__What is expected__:
Needed from the data below: every line from the one with "SkPaint paint;" up to and including the one with "italic ? SkFontStyle::kItalic_Slant", repeated exactly and with nothing else.

[Dataset entries]
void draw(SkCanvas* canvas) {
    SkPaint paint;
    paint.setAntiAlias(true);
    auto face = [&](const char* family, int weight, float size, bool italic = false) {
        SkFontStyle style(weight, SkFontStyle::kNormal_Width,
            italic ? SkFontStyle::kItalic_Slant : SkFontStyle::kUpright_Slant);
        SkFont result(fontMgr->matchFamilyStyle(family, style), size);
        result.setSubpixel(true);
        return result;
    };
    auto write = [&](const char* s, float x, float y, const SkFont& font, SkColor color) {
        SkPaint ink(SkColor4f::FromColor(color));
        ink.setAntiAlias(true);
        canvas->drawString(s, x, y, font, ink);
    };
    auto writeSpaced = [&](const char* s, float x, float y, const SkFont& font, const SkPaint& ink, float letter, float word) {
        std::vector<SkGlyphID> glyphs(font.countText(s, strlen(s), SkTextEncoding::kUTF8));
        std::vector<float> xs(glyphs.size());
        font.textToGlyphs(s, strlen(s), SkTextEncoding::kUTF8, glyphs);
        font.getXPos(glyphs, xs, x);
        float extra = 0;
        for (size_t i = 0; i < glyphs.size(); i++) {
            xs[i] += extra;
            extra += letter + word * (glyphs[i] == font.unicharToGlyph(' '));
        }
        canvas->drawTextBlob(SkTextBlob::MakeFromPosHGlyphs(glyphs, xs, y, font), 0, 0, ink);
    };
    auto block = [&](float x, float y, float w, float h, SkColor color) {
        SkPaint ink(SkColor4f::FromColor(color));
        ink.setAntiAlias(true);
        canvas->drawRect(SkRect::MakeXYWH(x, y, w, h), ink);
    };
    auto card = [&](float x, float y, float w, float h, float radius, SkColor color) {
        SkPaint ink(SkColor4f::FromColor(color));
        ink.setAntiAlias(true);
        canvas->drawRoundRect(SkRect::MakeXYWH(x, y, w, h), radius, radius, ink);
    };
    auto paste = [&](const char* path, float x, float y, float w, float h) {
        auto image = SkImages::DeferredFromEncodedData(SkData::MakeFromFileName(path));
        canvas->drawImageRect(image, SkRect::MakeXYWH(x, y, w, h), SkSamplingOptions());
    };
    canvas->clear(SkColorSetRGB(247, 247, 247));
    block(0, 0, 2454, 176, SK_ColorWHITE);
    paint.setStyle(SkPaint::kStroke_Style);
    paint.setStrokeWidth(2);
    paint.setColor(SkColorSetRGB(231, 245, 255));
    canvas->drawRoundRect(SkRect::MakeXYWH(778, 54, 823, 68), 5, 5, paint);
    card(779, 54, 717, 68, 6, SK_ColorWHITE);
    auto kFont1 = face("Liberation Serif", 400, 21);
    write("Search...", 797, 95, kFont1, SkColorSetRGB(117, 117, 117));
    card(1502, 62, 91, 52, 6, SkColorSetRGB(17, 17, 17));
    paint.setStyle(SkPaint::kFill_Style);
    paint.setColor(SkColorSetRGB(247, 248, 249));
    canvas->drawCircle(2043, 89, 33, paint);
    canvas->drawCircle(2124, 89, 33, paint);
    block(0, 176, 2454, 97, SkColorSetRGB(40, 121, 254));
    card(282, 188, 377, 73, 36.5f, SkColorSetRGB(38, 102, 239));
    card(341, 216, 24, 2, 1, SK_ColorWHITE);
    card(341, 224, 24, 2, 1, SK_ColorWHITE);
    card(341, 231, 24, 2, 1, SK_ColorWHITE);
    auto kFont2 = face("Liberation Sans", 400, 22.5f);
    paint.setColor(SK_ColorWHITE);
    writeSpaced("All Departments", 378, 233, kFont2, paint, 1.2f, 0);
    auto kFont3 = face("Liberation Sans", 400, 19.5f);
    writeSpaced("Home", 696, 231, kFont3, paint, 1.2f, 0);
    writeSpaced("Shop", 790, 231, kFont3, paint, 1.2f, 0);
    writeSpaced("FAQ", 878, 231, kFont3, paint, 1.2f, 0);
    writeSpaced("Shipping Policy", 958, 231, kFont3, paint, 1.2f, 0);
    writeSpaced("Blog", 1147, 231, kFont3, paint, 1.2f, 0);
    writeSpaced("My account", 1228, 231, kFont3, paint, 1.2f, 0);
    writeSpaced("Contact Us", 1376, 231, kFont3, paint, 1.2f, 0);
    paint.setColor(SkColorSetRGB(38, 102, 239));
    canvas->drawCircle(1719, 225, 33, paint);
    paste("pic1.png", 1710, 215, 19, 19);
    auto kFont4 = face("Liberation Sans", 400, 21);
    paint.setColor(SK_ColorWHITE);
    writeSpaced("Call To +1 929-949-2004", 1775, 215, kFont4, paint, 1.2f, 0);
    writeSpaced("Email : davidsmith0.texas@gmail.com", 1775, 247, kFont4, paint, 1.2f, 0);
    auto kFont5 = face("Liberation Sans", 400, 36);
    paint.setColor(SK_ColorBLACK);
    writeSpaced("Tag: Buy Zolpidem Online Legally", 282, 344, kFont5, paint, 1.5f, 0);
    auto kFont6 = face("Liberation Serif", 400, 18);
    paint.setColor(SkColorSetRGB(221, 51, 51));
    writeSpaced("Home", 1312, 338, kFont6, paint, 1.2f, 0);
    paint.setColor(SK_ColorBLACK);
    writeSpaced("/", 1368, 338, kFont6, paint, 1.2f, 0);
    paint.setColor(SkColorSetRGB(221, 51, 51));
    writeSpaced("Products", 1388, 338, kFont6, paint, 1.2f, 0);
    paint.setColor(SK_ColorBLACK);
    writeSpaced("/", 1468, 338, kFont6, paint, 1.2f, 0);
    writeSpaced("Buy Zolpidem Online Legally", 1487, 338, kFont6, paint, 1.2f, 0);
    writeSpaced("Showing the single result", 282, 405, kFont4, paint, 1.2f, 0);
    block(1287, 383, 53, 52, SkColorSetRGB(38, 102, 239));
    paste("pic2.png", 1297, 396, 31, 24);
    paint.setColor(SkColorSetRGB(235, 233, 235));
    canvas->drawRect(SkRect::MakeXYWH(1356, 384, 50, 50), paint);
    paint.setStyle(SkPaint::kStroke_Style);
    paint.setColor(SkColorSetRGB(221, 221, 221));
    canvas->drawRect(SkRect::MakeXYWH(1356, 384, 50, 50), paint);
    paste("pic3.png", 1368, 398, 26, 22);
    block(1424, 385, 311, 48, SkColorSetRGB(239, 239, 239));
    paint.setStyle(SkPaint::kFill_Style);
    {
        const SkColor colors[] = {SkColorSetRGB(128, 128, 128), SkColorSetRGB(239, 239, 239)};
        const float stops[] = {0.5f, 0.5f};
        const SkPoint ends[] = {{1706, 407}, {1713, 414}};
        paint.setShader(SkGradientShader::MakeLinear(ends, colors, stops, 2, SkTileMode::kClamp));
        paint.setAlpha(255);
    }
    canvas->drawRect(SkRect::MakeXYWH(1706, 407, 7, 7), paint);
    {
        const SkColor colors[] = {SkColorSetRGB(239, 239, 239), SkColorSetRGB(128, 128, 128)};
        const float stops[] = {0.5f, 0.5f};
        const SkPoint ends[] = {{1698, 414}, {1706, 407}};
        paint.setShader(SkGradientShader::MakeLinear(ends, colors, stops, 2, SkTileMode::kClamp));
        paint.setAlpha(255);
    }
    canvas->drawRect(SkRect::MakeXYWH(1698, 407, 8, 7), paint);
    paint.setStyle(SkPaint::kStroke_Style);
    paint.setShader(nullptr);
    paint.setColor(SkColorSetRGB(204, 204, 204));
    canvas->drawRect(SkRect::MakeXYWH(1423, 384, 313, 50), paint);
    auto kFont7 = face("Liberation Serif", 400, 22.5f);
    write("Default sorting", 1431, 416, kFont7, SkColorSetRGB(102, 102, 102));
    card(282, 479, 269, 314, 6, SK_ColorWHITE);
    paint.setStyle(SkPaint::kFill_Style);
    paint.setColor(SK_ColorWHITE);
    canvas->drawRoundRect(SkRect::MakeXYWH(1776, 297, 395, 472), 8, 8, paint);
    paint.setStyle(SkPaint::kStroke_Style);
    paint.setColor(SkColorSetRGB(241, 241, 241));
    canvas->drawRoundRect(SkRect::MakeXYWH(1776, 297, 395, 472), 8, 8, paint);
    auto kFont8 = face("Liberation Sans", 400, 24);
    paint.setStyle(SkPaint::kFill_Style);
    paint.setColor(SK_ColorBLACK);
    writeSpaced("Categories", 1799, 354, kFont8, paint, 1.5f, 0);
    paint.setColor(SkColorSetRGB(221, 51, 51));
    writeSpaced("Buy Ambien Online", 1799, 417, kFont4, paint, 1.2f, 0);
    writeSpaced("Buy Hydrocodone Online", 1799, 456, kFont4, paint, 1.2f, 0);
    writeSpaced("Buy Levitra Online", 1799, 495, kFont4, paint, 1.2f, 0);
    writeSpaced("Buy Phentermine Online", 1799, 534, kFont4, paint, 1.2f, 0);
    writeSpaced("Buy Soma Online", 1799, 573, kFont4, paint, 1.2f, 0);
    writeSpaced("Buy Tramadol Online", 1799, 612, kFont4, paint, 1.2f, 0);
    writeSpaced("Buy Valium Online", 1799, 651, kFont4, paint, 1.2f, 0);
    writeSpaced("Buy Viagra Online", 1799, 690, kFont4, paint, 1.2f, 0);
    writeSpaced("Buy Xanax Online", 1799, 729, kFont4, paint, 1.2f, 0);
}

__Written reply__:
    SkPaint paint;
    paint.setAntiAlias(true);
    auto face = [&](const char* family, int weight, float size, bool italic = false) {
        SkFontStyle style(weight, SkFontStyle::kNormal_Width,
            italic ? SkFontStyle::kItalic_Slant : SkFontStyle::kUpright_Slant);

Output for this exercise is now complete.